21 May 2018
Recording of the week: "We regret to inform you" - bad news from the sound archives
This week's selection comes from David Govier, Oral History Archivist.
An Oral History of the Post Office includes memories of telegram delivery boys who delivered telegrams by hand with news of war casualties during the Second World War, and their reflections on what it was like delivering the bad news. Delivery boys were always told what the news was. They were instructed to ask if there was a man in the house first. They also had to wait at the door in case a reply was requested.
Roger Osborn (C1007/16) discusses the wording of war telegrams which would always start with the words “We regret to inform you…” A friend of Roger’s in Tring, Hertfordshire, ignored his instructions when delivering news of the killing of a woman’s husband. He noticed the woman out shopping and gave her the telegram.
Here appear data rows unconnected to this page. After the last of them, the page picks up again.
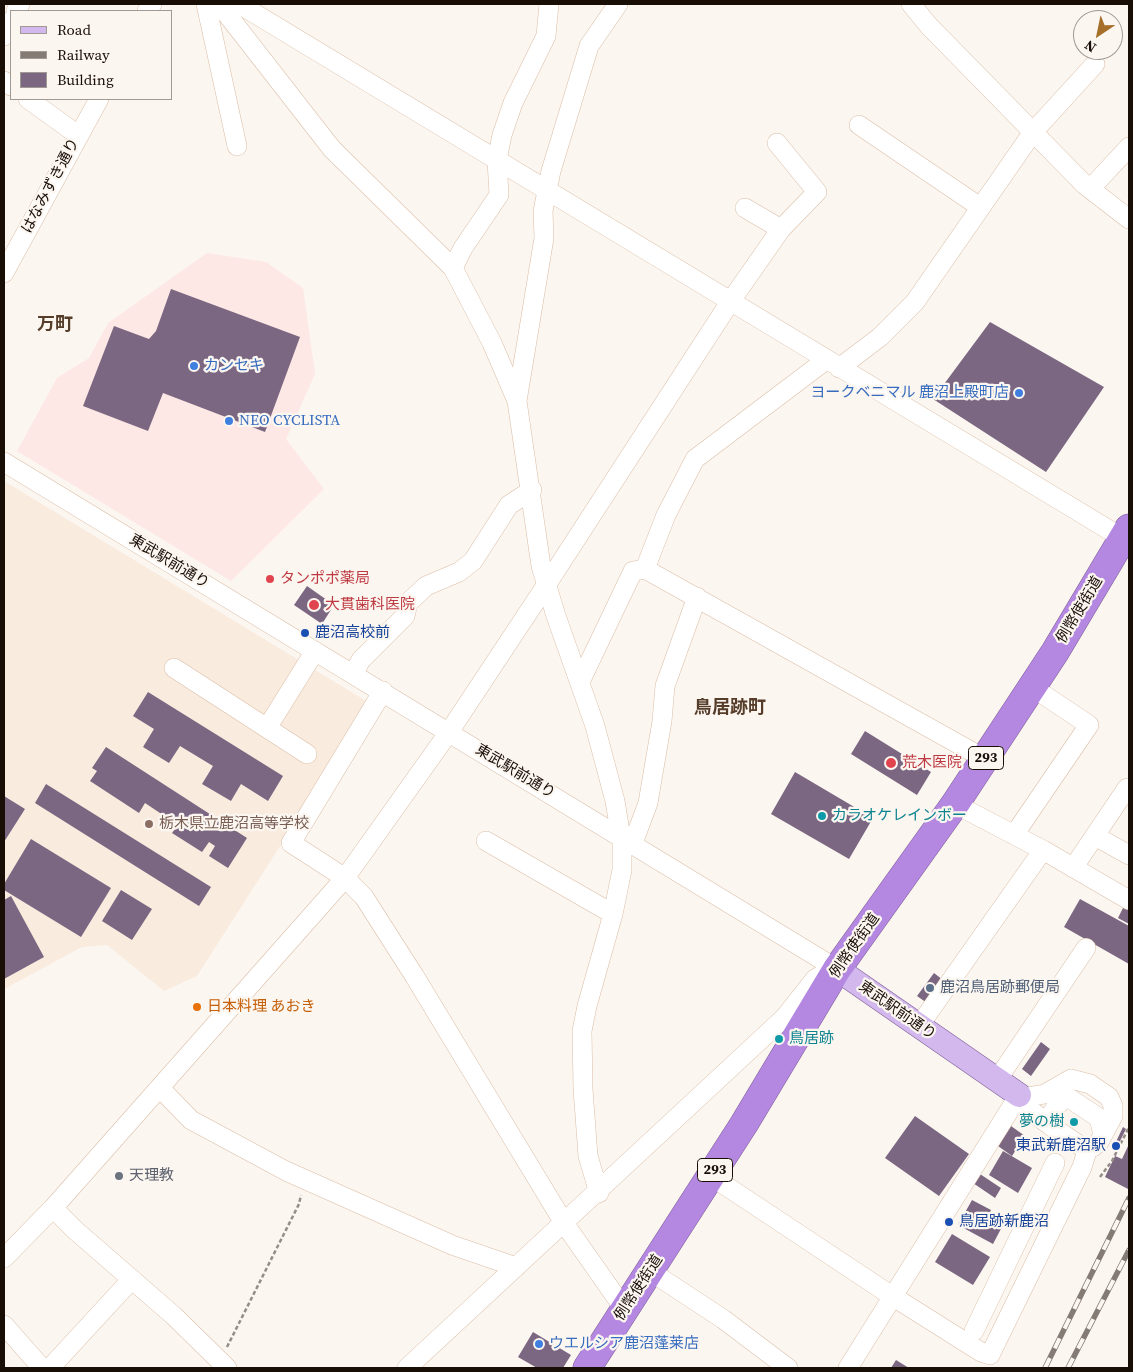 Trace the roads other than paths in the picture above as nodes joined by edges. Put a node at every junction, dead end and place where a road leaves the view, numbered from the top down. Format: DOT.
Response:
graph roads {
  1 [pos="206,4"];
  2 [pos="219,4"];
  3 [pos="239,4"];
  4 [pos="549,4"];
  5 [pos="618,4"];
  6 [pos="910,4"];
  7 [pos="10,23"];
  8 [pos="4,36"];
  9 [pos="1095,64"];
  10 [pos="29,100"];
  11 [pos="97,100"];
  12 [pos="858,125"];
  13 [pos="1032,132"];
  14 [pos="78,135"];
  15 [pos="777,143"];
  16 [pos="237,146"];
  17 [pos="1129,147"];
  18 [pos="497,160"];
  19 [pos="1090,189"];
  20 [pos="548,191"];
  21 [pos="980,207"];
  22 [pos="745,208"];
  23 [pos="1129,219"];
  24 [pos="781,229"];
  25 [pos="453,268"];
  26 [pos="4,273"];
  27 [pos="730,302"];
  28 [pos="832,364"];
  29 [pos="517,401"];
  30 [pos="4,462"];
  31 [pos="532,490"];
  32 [pos="1127,536"];
  33 [pos="645,569"];
  34 [pos="547,584"];
  35 [pos="697,597"];
  36 [pos="315,651"];
  37 [pos="174,668"];
  38 [pos="353,674"];
  39 [pos="580,682"];
  40 [pos="1032,687"];
  41 [pos="383,691"];
  42 [pos="267,728"];
  43 [pos="449,732"];
  44 [pos="307,754"];
  45 [pos="985,759"];
  46 [pos="1129,790"];
  47 [pos="955,804"];
  48 [pos="1014,835"];
  49 [pos="1095,836"];
  50 [pos="626,839"];
  51 [pos="486,841"];
  52 [pos="1043,850"];
  53 [pos="1129,855"];
  54 [pos="1073,868"];
  55 [pos="345,878"];
  56 [pos="1129,900"];
  57 [pos="613,914"];
  58 [pos="1086,948"];
  59 [pos="837,969"];
  60 [pos="919,1026"];
  61 [pos="997,1080"];
  62 [pos="160,1088"];
  63 [pos="1045,1094"];
  64 [pos="1019,1095"];
  65 [pos="1048,1124"];
  66 [pos="1103,1134"];
  67 [pos="1088,1148"];
  68 [pos="1056,1163"];
  69 [pos="711,1176"];
  70 [pos="599,1193"];
  71 [pos="54,1208"];
  72 [pos="564,1223"];
  73 [pos="1024,1228"];
  74 [pos="1048,1239"];
  75 [pos="4,1258"];
  76 [pos="516,1267"];
  77 [pos="650,1271"];
  78 [pos="132,1279"];
  79 [pos="892,1296"];
  80 [pos="625,1310"];
  81 [pos="4,1324"];
  82 [pos="974,1331"];
  83 [pos="767,1362"];
  84 [pos="224,1365"];
  85 [pos="42,1368"];
  86 [pos="50,1368"];
  87 [pos="406,1368"];
  88 [pos="588,1368"];
  89 [pos="788,1368"];
  90 [pos="848,1368"];
  1 -- 16 [label="street"];
  2 -- 25 [label="street"];
  3 -- 18 [label="street"];
  4 -- 18 [label="street"];
  5 -- 20 [label="street"];
  6 -- 13 [label="street"];
  7 -- 8 [label="street"];
  9 -- 13 [label="street"];
  10 -- 14 [label="street"];
  11 -- 14 [label="street, はなみずき通り"];
  12 -- 21 [label="street"];
  13 -- 19 [label="street"];
  13 -- 21 [label="street"];
  14 -- 26 [label="street, はなみずき通り"];
  15 -- 24 [label="street"];
  17 -- 19 [label="street"];
  18 -- 20 [label="street"];
  18 -- 25 [label="street"];
  19 -- 23 [label="street"];
  20 -- 27 [label="street"];
  20 -- 29 [label="street"];
  21 -- 28 [label="street"];
  22 -- 24 [label="street"];
  24 -- 27 [label="street"];
  25 -- 29 [label="street"];
  27 -- 28 [label="street"];
  27 -- 34 [label="street"];
  28 -- 32 [label="street"];
  28 -- 33 [label="street"];
  29 -- 31 [label="street"];
  30 -- 36 [label="street, 東武駅前通り"];
  31 -- 34 [label="street"];
  31 -- 38 [label="street"];
  32 -- 40 [label="highway, 例幣使街道 / 293"];
  33 -- 35 [label="street"];
  33 -- 39 [label="street"];
  34 -- 39 [label="street"];
  34 -- 43 [label="street"];
  35 -- 45 [label="street"];
  35 -- 50 [label="street"];
  36 -- 38 [label="street, 東武駅前通り"];
  36 -- 42 [label="street"];
  37 -- 42 [label="street"];
  38 -- 41 [label="street, 東武駅前通り"];
  39 -- 50 [label="street"];
  40 -- 45 [label="highway, 例幣使街道 / 293"];
  40 -- 48 [label="street"];
  41 -- 43 [label="street, 東武駅前通り"];
  41 -- 55 [label="street"];
  42 -- 44 [label="street"];
  43 -- 50 [label="street, 東武駅前通り"];
  43 -- 55 [label="street"];
  45 -- 47 [label="highway, 例幣使街道 / 293"];
  46 -- 49 [label="street"];
  47 -- 48 [label="street"];
  47 -- 59 [label="highway, 例幣使街道 / 293"];
  48 -- 52 [label="street"];
  49 -- 53 [label="street"];
  49 -- 54 [label="street"];
  50 -- 57 [label="street"];
  50 -- 59 [label="street, 東武駅前通り"];
  51 -- 57 [label="street"];
  52 -- 54 [label="street"];
  52 -- 60 [label="street"];
  54 -- 56 [label="street"];
  55 -- 62 [label="street"];
  55 -- 72 [label="street"];
  57 -- 70 [label="street"];
  58 -- 61 [label="street"];
  59 -- 60 [label="main road, 東武駅前通り"];
  59 -- 69 [label="highway, 例幣使街道 / 293"];
  59 -- 70 [label="street"];
  60 -- 61 [label="main road, 東武駅前通り"];
  61 -- 64 [label="main road, 東武駅前通り"];
  62 -- 71 [label="street"];
  62 -- 76 [label="street"];
  63 -- 64 [label="street"];
  63 -- 65 [label="street"];
  63 -- 66 [label="street"];
  64 -- 65 [label="street"];
  64 -- 79 [label="street"];
  65 -- 66 [label="street"];
  65 -- 67 [label="street"];
  66 -- 67 [label="street"];
  67 -- 74 [label="street"];
  68 -- 73 [label="street"];
  69 -- 77 [label="highway, 例幣使街道 / 293"];
  69 -- 79 [label="street"];
  70 -- 72 [label="street"];
  71 -- 75 [label="street"];
  71 -- 78 [label="street"];
  72 -- 76 [label="street"];
  72 -- 80 [label="street"];
  73 -- 74 [label="street"];
  73 -- 82 [label="street"];
  74 -- 79 [label="street"];
  76 -- 87 [label="street"];
  77 -- 80 [label="highway, 例幣使街道 / 293"];
  77 -- 83 [label="street"];
  78 -- 84 [label="street"];
  78 -- 86 [label="street"];
  79 -- 90 [label="street"];
  80 -- 88 [label="highway, 例幣使街道 / 293"];
  81 -- 85 [label="street"];
  83 -- 89 [label="street"];
}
Her first reaction was to hit him over the head with her loaf of bread.
Des Callaghan (C1007/38) remembers delivering three telegrams in Nottingham to one home: one with the news that the son was missing, the second the incorrect news that he was dead, and the third that he was actually in a prisoner of war camp - and Des got a £1 note in return!
These extracts come from An Oral History of the Post Office, a collection of life story interviews with a sample of Royal Mail and Post Office staff in the UK conducted between 2001 and 2005. Interviewees include, of course, postmasters and postmistresses, postmen and postwomen but also those involved with postal sorting and transportation (by road, air and train); stamp design, printing and marketing (the story of the stamp); legal, purchasing and property departments. The collection also includes interviews with staff who worked in lesser-known departments such as the Post Office Rifles, the Post Office Film Unit and the Lost Letter Centre.
There is an emphasis within the collection on change within living memory from the 1930s to the 1990s: the separation of post from telecommunications, computerisation and automation, new management practices and the diversification of new services offered by Royal Mail and the Post Office.
A CD of extracts from the collection entitled “Speeding the Mail: an oral history of the post from the 1930s to the 1990s” was published by the British Library and the British Postal Museum and Archive in 2005, and over forty extracts are available online at British Library Sounds.